Task to carry out: Go through the records below and return each line that has "paths" in it.

Stored data entries:
•••••

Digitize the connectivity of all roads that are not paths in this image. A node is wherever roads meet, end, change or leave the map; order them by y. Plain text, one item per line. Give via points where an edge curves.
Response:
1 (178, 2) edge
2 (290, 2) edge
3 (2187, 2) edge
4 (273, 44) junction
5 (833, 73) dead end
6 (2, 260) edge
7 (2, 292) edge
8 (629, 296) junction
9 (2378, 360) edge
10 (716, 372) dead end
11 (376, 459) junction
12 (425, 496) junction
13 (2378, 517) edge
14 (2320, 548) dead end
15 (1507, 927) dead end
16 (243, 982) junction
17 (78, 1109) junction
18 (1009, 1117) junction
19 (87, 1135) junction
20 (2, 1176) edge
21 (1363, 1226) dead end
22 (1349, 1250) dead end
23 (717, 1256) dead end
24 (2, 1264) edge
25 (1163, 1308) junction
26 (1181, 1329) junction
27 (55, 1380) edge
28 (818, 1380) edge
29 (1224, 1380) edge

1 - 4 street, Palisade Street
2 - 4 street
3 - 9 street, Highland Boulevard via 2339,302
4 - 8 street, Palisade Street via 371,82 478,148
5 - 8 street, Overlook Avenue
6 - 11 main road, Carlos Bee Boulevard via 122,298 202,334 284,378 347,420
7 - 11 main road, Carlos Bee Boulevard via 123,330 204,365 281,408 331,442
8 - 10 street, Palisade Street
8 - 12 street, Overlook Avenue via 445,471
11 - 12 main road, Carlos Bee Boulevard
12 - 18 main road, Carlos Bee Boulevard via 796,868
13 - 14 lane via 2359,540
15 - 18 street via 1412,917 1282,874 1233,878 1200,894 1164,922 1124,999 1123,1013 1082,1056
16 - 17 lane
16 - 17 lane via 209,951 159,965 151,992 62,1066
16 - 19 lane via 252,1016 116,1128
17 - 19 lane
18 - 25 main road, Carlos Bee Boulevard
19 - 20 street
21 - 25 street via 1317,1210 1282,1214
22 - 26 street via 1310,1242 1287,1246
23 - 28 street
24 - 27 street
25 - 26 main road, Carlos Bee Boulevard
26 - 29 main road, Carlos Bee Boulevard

•••••

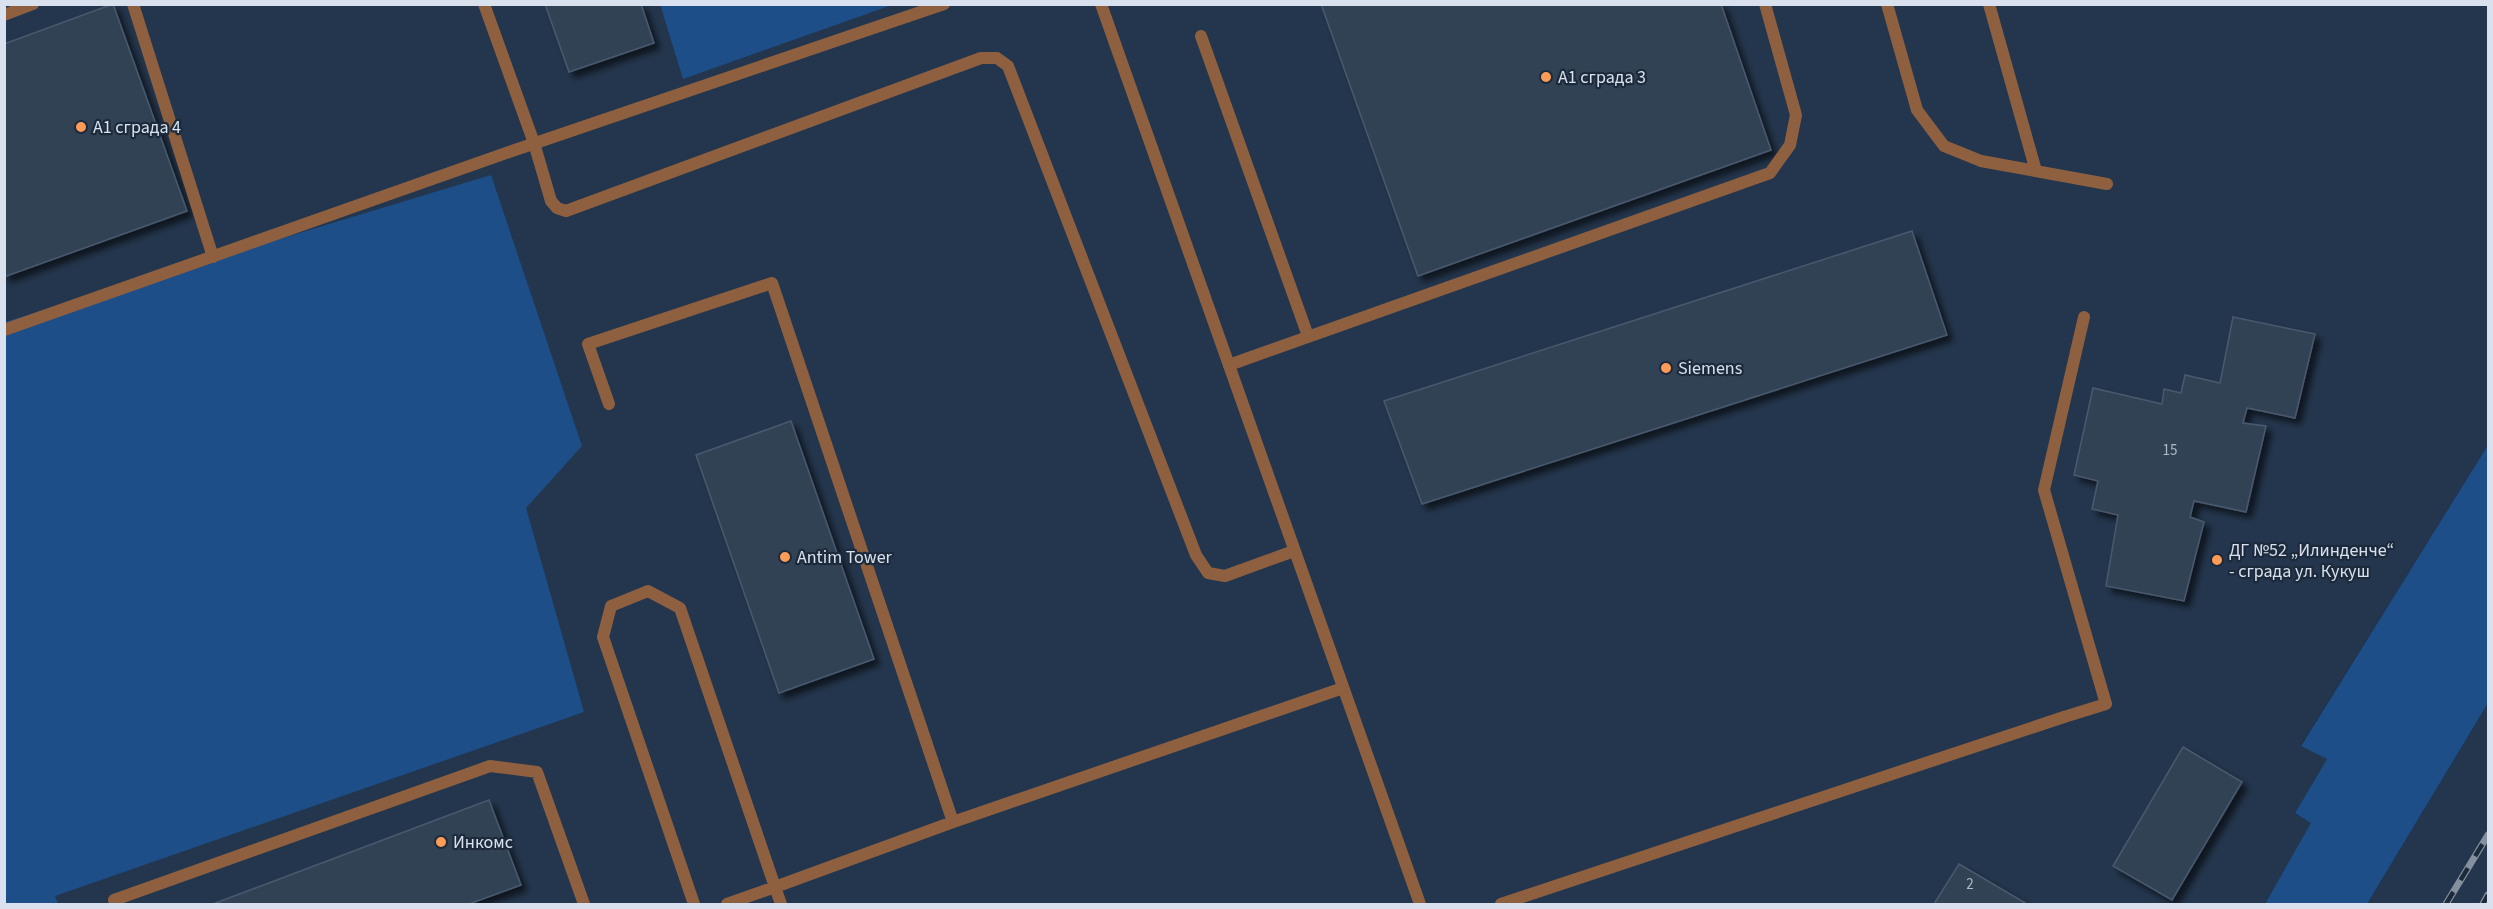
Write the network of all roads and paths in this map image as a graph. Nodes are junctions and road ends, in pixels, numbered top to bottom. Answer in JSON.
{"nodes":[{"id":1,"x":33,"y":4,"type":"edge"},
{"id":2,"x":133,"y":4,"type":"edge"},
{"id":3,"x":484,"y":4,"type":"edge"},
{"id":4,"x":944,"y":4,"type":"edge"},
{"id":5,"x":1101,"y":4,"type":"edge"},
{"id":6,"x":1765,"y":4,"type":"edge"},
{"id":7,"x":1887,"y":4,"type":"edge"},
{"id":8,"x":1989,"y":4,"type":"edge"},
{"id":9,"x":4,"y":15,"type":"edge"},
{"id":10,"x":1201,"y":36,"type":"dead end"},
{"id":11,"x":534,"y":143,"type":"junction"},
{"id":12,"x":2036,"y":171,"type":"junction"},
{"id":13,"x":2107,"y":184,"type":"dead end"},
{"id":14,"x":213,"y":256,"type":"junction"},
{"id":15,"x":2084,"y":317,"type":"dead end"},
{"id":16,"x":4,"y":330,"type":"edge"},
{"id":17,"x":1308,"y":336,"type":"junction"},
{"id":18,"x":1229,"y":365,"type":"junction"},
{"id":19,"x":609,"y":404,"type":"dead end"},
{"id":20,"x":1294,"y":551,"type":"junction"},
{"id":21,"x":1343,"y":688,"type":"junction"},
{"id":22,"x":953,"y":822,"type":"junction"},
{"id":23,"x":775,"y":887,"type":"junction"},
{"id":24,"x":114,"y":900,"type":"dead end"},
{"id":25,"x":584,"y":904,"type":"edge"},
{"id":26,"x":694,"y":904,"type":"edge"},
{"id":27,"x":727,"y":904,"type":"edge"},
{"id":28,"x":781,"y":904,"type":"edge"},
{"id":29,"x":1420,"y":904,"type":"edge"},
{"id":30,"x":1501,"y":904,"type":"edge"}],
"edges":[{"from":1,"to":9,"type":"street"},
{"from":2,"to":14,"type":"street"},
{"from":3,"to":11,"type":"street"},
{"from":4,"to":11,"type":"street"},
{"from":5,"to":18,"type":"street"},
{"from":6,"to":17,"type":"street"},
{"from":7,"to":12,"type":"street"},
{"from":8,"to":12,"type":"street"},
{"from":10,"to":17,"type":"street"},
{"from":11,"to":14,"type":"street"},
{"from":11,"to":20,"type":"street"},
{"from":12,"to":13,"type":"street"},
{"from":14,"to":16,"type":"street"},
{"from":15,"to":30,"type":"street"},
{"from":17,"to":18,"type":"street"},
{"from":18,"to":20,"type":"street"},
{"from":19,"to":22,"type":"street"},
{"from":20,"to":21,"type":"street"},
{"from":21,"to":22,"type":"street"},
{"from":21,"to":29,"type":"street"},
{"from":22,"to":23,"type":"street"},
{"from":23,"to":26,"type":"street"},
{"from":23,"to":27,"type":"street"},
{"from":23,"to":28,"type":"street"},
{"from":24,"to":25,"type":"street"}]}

•••••

Task answer:
Digitize the connectivity of all roads that are not paths in this image. A node is wherever roads meet, end, change or leave the map; order them by y. Plain text, one item per line. Give via points where an edge curves.
Write the network of all roads and paths in this map image as a graph. Nodes are junctions and road ends, in pixels, numbered top to bottom. Answer in JSON.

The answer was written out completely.